---------- INPUT FOR THIS TASK

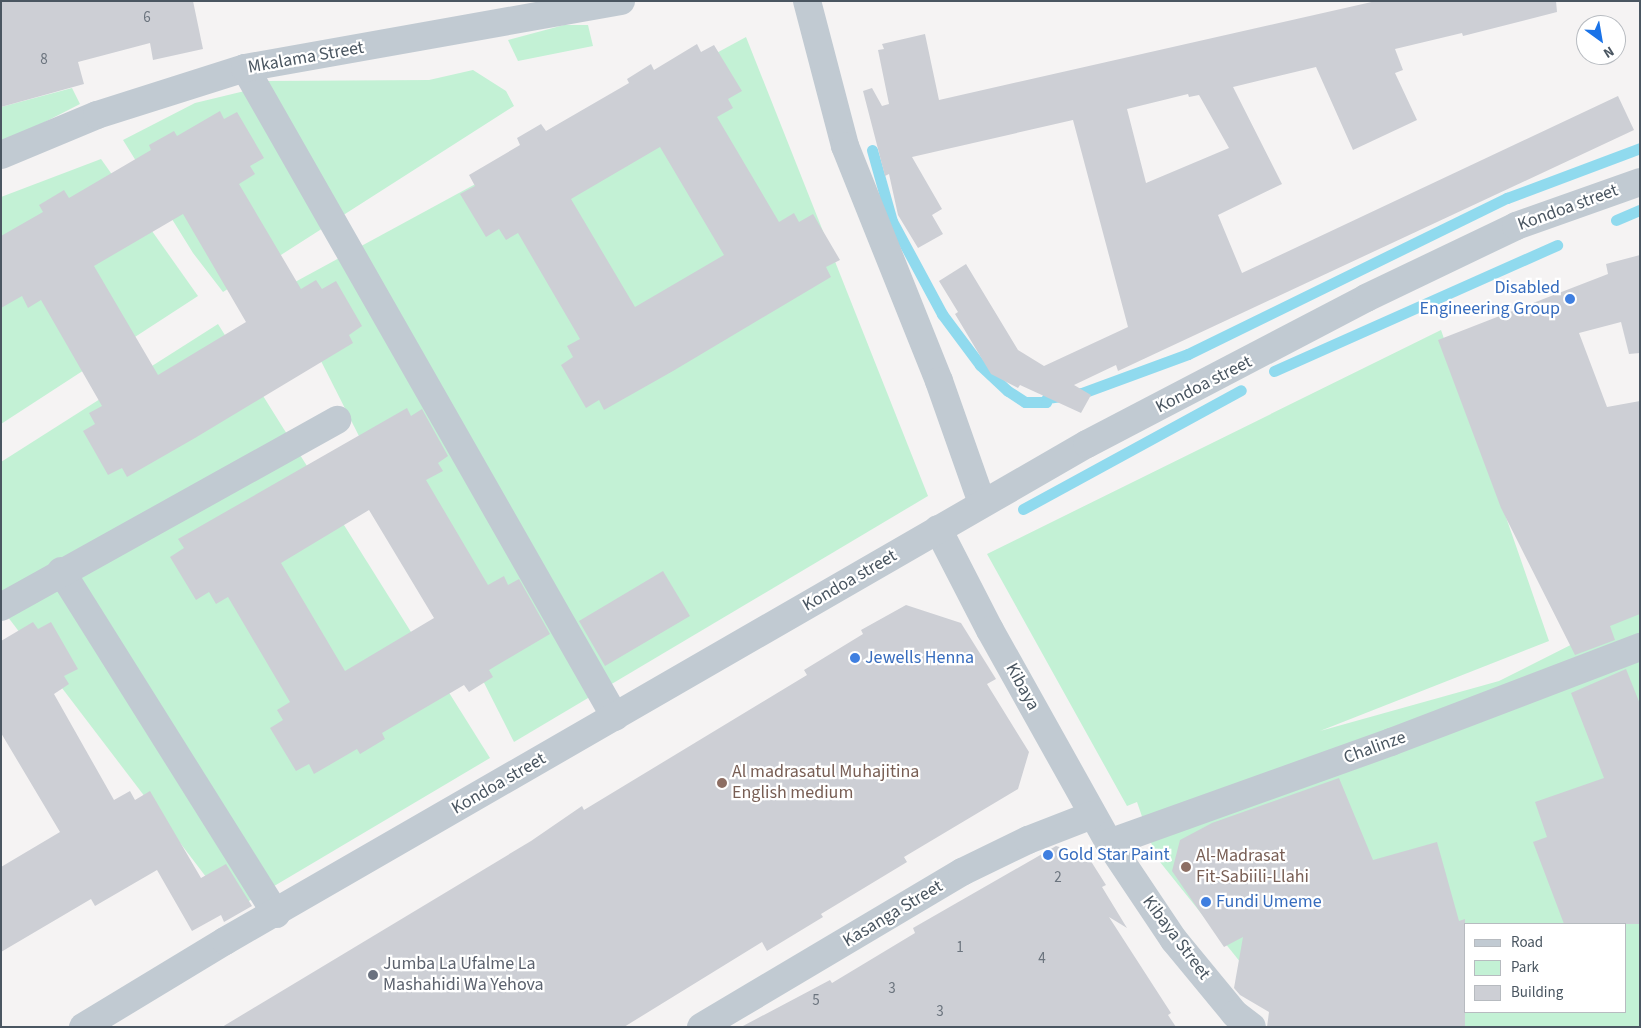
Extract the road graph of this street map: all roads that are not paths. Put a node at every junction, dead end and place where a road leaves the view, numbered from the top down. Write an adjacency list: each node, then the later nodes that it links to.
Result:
1 (621, 1): 3 (street, Mkalama Street)
2 (807, 1): 7 (street)
3 (245, 68): 4 (street, Mkalama Street); 12 (street)
4 (1, 155)
5 (1640, 182): 7 (street, Kondoa street)
6 (337, 420): 9 (street)
7 (982, 503): 8 (street, Kondoa street)
8 (938, 530): 12 (street, Kondoa street); 13 (street, Kibaya)
9 (61, 571): 10 (street); 15 (street)
10 (1, 607)
11 (1640, 647): 14 (street, Chalinze)
12 (615, 717): 15 (street, Kondoa street)
13 (1092, 815): 14 (street, Kibaya); 17 (street, Kasanga Street)
14 (1109, 843): 18 (street, Kibaya Street)
15 (276, 914): 16 (street, Kondoa street)
16 (83, 1027)
17 (701, 1027)
18 (1252, 1027)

--------------------

* INSTRUCTIONS TO FOLLOW: Leave every image out when you return the material above word for word.

* RESPONSE BOX:
Extract the road graph of this street map: all roads that are not paths. Put a node at every junction, dead end and place where a road leaves the view, numbered from the top down. Write an adjacency list: each node, then the later nodes that it links to.
Result:
1 (621, 1): 3 (street, Mkalama Street)
2 (807, 1): 7 (street)
3 (245, 68): 4 (street, Mkalama Street); 12 (street)
4 (1, 155)
5 (1640, 182): 7 (street, Kondoa street)
6 (337, 420): 9 (street)
7 (982, 503): 8 (street, Kondoa street)
8 (938, 530): 12 (street, Kondoa street); 13 (street, Kibaya)
9 (61, 571): 10 (street); 15 (street)
10 (1, 607)
11 (1640, 647): 14 (street, Chalinze)
12 (615, 717): 15 (street, Kondoa street)
13 (1092, 815): 14 (street, Kibaya); 17 (street, Kasanga Street)
14 (1109, 843): 18 (street, Kibaya Street)
15 (276, 914): 16 (street, Kondoa street)
16 (83, 1027)
17 (701, 1027)
18 (1252, 1027)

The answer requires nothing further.